_EXERCISE MATERIALS_
....
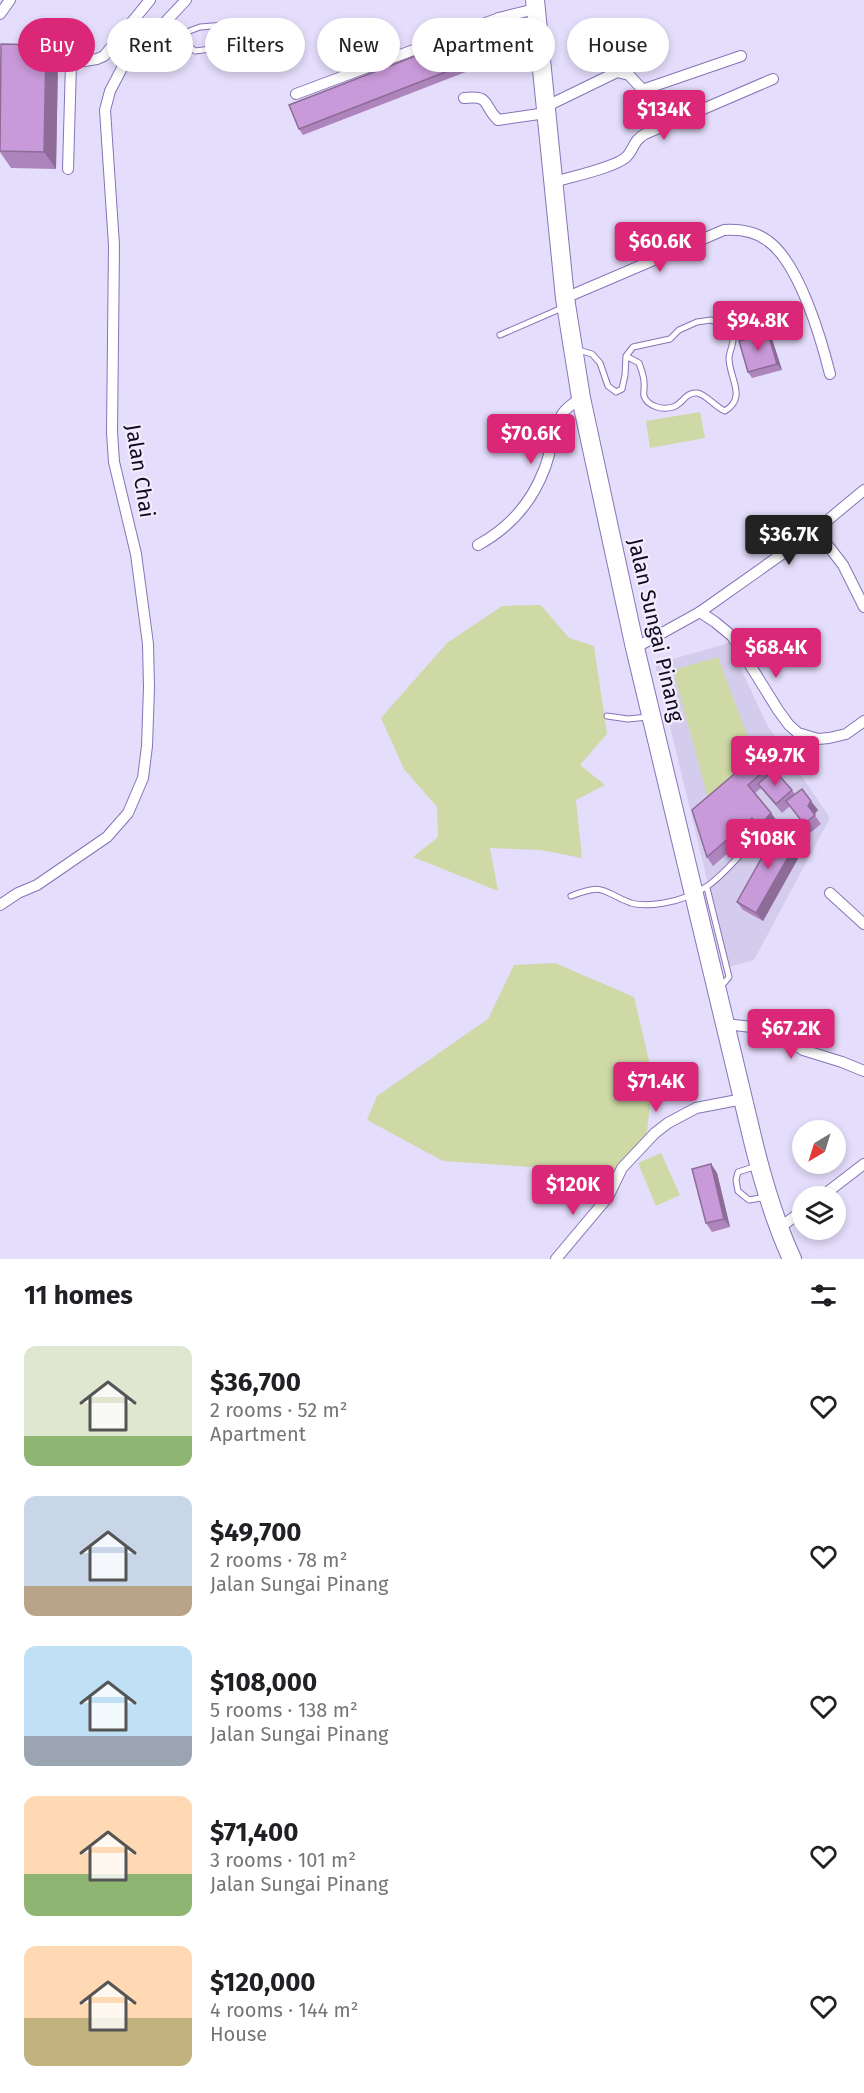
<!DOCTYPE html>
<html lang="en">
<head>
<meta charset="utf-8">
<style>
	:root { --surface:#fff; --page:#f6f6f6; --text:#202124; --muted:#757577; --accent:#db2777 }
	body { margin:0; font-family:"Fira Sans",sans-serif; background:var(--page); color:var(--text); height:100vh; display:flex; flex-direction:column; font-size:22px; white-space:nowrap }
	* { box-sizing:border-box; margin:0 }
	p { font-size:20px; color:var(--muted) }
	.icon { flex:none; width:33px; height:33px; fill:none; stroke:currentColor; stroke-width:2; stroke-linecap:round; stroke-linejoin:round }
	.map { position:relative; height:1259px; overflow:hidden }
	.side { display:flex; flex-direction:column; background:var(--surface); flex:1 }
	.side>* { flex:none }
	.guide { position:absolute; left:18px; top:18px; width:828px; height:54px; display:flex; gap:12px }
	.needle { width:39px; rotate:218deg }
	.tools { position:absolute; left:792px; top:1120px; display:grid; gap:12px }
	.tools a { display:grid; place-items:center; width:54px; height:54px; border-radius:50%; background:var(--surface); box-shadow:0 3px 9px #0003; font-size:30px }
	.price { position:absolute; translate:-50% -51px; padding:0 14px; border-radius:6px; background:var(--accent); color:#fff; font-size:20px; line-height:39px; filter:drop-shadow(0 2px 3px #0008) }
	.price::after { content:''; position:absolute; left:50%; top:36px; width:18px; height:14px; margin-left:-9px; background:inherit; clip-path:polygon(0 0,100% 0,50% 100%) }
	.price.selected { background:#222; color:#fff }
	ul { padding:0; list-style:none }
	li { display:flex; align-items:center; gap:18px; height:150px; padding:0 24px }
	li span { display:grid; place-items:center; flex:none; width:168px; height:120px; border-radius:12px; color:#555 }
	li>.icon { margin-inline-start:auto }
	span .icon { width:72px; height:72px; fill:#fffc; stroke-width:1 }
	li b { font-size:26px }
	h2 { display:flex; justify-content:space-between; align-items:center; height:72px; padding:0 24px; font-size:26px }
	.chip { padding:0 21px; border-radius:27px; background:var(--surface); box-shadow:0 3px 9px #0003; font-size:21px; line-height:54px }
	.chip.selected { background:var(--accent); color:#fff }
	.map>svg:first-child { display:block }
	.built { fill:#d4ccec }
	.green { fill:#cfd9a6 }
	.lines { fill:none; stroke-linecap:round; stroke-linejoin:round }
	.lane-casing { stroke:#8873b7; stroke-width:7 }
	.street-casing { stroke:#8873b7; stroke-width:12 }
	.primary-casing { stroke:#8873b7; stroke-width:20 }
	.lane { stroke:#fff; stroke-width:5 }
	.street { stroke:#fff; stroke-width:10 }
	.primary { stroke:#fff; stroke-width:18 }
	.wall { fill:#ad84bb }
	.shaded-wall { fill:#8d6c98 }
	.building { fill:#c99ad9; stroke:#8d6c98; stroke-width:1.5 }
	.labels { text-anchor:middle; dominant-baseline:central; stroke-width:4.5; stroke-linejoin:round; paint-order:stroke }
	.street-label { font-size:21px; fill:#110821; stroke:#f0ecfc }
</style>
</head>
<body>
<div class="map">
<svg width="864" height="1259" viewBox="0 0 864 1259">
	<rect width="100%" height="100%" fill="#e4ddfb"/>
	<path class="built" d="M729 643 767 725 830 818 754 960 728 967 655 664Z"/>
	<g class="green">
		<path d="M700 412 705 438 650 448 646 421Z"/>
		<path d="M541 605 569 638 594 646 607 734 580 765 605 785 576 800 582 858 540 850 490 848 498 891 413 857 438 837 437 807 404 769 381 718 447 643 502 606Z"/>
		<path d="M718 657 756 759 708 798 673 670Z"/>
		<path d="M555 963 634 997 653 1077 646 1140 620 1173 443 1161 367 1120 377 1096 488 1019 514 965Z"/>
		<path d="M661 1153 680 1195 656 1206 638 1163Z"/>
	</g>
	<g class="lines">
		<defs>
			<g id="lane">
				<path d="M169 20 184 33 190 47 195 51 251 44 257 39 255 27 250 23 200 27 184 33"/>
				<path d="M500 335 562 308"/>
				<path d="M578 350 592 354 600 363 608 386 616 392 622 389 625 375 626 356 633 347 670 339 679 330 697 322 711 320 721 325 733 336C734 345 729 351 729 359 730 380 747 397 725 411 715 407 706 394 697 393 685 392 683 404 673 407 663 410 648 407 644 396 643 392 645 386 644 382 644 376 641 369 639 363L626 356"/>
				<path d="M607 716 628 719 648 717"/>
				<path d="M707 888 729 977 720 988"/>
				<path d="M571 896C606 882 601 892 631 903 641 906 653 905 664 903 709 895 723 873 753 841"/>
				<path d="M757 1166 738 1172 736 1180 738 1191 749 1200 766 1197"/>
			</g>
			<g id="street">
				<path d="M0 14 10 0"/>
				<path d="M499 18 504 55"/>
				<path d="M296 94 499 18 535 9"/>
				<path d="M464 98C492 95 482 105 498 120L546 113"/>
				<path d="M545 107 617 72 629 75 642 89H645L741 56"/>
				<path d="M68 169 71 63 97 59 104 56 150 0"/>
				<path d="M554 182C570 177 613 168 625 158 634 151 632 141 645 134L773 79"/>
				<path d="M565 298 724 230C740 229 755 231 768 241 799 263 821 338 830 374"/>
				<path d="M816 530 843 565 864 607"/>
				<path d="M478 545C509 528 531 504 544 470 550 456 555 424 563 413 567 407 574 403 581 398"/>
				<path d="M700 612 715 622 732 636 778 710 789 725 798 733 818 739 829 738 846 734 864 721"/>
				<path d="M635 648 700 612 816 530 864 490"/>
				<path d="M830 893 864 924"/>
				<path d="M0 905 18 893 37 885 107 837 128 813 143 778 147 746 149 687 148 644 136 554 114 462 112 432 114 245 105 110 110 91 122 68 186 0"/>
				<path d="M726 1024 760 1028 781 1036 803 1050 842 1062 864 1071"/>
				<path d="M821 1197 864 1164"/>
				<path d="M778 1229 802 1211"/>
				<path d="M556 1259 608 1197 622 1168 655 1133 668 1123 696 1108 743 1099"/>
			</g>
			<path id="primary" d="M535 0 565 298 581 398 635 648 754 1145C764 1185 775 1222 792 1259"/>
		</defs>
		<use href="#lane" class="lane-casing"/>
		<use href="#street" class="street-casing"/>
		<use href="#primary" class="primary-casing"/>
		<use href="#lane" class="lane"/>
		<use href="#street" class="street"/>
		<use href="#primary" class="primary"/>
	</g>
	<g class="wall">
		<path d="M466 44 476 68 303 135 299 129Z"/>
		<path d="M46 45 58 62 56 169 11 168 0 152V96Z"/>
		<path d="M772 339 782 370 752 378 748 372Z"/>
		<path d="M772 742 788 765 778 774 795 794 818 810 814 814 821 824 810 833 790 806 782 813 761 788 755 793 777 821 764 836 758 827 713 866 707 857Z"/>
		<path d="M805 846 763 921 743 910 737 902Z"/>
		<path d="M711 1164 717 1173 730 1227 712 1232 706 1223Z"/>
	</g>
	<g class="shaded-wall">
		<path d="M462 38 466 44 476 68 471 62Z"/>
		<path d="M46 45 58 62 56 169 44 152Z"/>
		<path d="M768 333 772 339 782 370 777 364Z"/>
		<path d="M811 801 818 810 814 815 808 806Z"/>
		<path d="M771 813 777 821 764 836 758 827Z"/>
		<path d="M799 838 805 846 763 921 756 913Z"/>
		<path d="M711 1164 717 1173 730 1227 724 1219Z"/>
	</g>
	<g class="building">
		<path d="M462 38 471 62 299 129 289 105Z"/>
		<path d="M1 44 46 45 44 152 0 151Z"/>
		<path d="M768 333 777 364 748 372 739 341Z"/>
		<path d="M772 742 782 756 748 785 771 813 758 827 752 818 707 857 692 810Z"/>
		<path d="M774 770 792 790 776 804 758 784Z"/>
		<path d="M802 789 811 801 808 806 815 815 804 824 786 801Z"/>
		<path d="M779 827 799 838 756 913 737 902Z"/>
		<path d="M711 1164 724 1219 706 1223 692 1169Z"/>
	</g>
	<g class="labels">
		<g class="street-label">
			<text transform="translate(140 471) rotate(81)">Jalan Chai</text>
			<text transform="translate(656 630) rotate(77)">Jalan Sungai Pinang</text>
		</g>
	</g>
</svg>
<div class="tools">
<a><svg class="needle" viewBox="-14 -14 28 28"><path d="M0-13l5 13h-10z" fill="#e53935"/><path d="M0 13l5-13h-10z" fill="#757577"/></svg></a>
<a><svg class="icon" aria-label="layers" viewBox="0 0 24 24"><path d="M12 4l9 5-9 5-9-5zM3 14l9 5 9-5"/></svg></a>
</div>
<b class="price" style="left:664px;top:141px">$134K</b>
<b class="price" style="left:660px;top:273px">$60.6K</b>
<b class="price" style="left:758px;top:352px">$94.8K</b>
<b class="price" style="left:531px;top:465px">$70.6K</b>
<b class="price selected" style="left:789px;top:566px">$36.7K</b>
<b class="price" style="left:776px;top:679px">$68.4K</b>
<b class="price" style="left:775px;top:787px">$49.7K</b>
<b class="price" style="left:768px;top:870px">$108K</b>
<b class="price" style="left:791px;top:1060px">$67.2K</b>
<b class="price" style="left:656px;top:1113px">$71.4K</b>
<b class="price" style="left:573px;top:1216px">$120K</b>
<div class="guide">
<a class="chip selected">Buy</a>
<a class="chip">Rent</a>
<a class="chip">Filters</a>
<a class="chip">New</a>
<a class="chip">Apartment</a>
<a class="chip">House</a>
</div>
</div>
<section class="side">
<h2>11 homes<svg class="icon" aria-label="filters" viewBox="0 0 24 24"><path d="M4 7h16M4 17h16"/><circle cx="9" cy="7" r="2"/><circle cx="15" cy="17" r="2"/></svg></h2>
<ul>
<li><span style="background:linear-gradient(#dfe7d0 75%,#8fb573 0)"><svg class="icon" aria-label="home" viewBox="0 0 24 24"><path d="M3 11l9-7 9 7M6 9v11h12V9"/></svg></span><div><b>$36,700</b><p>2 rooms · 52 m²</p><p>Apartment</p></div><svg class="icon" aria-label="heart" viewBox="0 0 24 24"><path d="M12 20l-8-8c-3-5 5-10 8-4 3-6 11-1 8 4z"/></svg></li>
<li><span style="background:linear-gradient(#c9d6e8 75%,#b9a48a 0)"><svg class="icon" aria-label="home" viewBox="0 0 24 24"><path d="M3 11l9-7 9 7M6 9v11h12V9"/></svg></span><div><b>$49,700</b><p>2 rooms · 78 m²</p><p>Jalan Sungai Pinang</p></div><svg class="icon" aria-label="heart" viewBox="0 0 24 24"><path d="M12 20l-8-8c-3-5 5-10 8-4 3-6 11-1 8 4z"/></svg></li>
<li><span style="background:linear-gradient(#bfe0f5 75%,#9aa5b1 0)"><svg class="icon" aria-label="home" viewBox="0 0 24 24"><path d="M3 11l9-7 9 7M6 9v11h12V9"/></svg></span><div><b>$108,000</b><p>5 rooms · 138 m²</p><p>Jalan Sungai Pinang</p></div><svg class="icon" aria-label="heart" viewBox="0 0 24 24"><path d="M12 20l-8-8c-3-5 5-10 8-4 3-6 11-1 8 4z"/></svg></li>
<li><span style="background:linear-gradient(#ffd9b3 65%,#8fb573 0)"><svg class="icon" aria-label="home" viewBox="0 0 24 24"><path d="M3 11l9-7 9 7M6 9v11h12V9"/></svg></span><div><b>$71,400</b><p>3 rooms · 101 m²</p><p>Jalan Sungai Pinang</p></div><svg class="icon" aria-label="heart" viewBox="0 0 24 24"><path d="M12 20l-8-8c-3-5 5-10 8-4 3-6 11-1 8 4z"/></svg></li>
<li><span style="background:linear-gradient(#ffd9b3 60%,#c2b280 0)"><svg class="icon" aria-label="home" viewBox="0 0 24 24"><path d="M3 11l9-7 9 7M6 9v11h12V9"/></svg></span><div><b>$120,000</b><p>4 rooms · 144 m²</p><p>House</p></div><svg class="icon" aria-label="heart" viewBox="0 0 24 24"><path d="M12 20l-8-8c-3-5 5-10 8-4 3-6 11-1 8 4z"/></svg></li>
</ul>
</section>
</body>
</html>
....
_TRY IT_
With the first line being the one containing "position:absolute; translate:-50% -51px;" and the last line the one containing "width:72px; height:72px; fill:#fffc;", transcribe exactly the lines above that fall in that range.

_EXERCISE OUTPUT_
	.price { position:absolute; translate:-50% -51px; padding:0 14px; border-radius:6px; background:var(--accent); color:#fff; font-size:20px; line-height:39px; filter:drop-shadow(0 2px 3px #0008) }
	.price::after { content:''; position:absolute; left:50%; top:36px; width:18px; height:14px; margin-left:-9px; background:inherit; clip-path:polygon(0 0,100% 0,50% 100%) }
	.price.selected { background:#222; color:#fff }
	ul { padding:0; list-style:none }
	li { display:flex; align-items:center; gap:18px; height:150px; padding:0 24px }
	li span { display:grid; place-items:center; flex:none; width:168px; height:120px; border-radius:12px; color:#555 }
	li>.icon { margin-inline-start:auto }
	span .icon { width:72px; height:72px; fill:#fffc; stroke-width:1 }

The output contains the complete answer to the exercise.